● **WHAT TO PRODUCE**
Among the entries that follow, find every line with the word "roads" and list it.

::: EXERCISE INPUTS

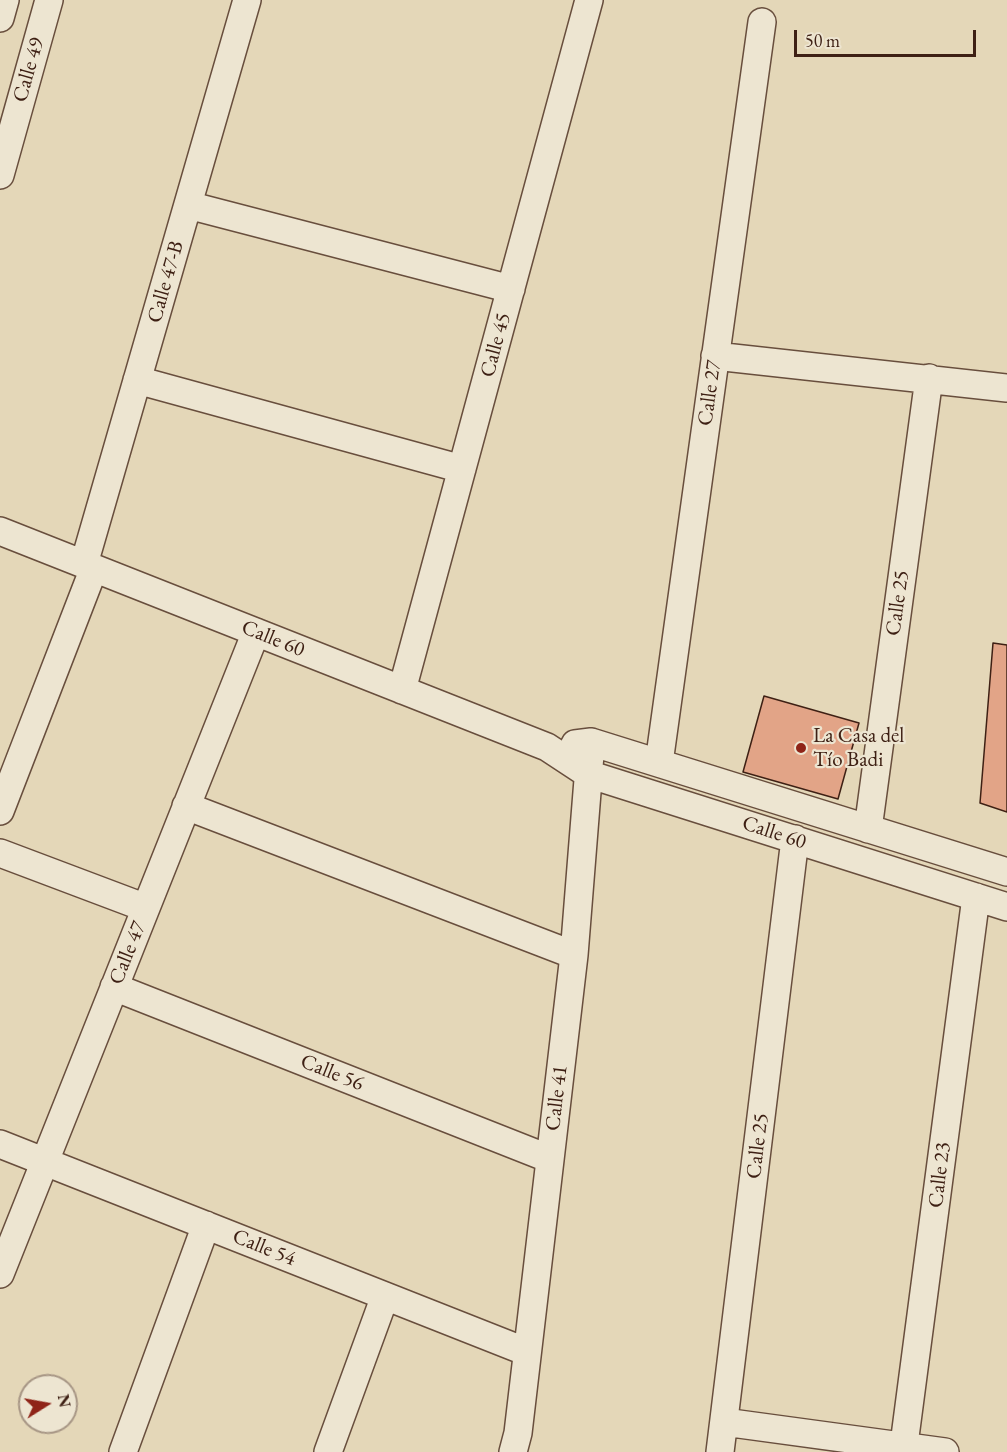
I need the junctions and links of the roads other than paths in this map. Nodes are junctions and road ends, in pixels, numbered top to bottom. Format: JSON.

::::::
::: EXERCISE INPUTS

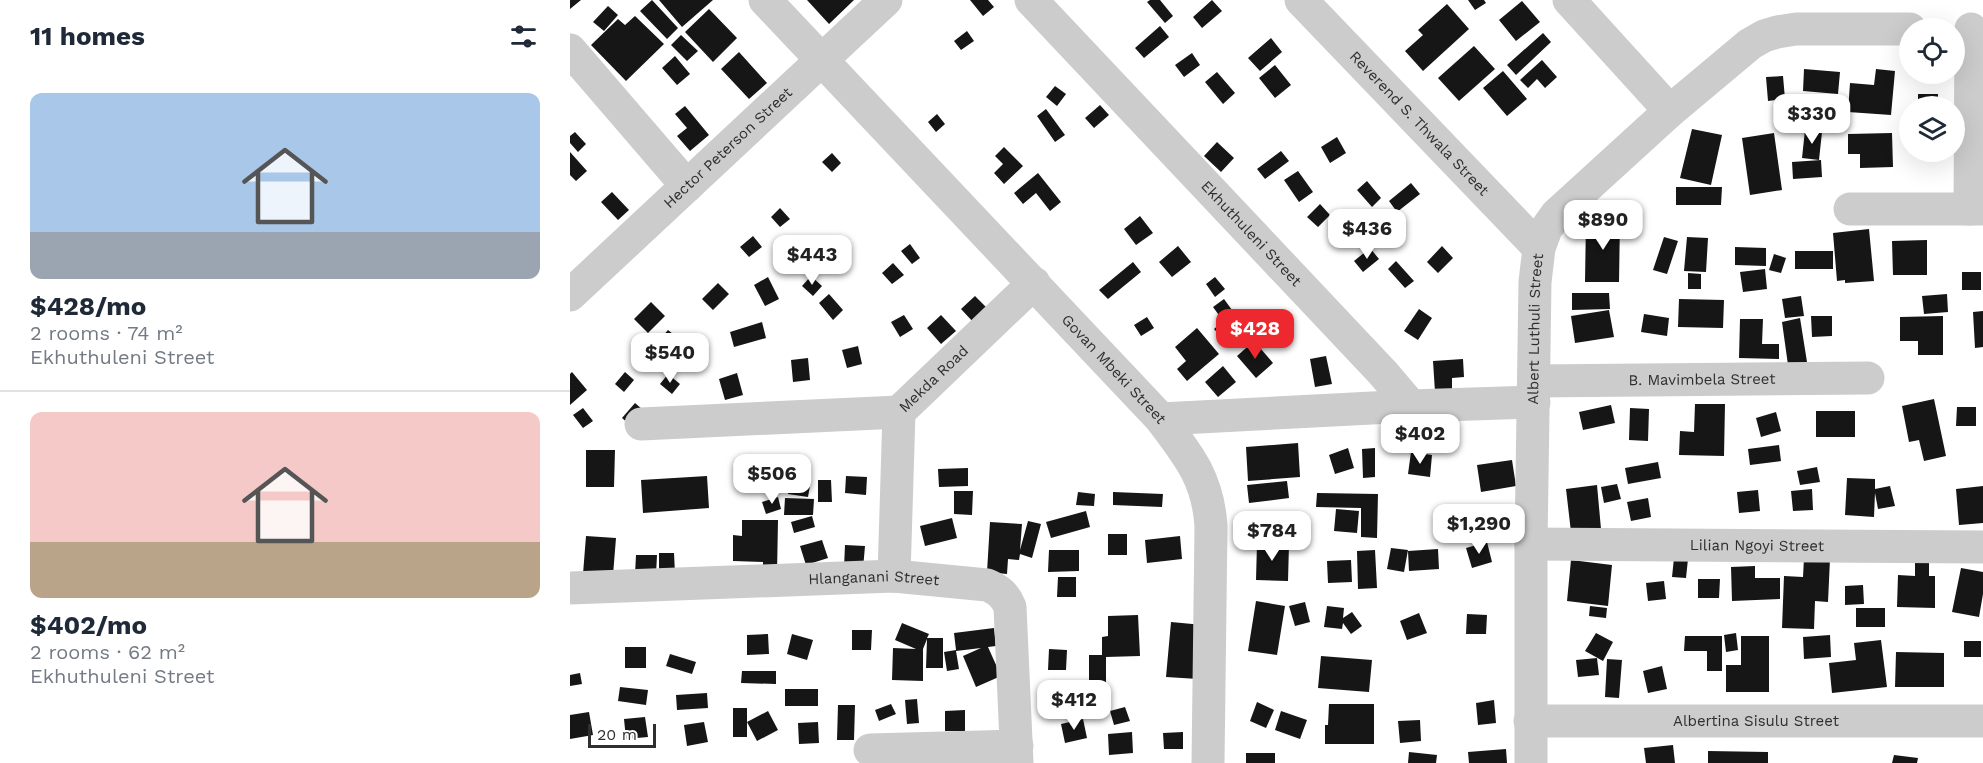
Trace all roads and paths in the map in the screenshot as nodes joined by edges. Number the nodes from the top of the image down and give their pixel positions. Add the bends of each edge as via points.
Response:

::::::

● **PROBLEM SOLUTION**
I need the junctions and links of the roads other than paths in this map. Nodes are junctions and road ends, in pixels, numbered top to bottom. Format: JSON.
Trace all roads and paths in the map in the screenshot as nodes joined by edges. Number the nodes from the top of the image down and give their pixel positions. Add the bends of each edge as via points.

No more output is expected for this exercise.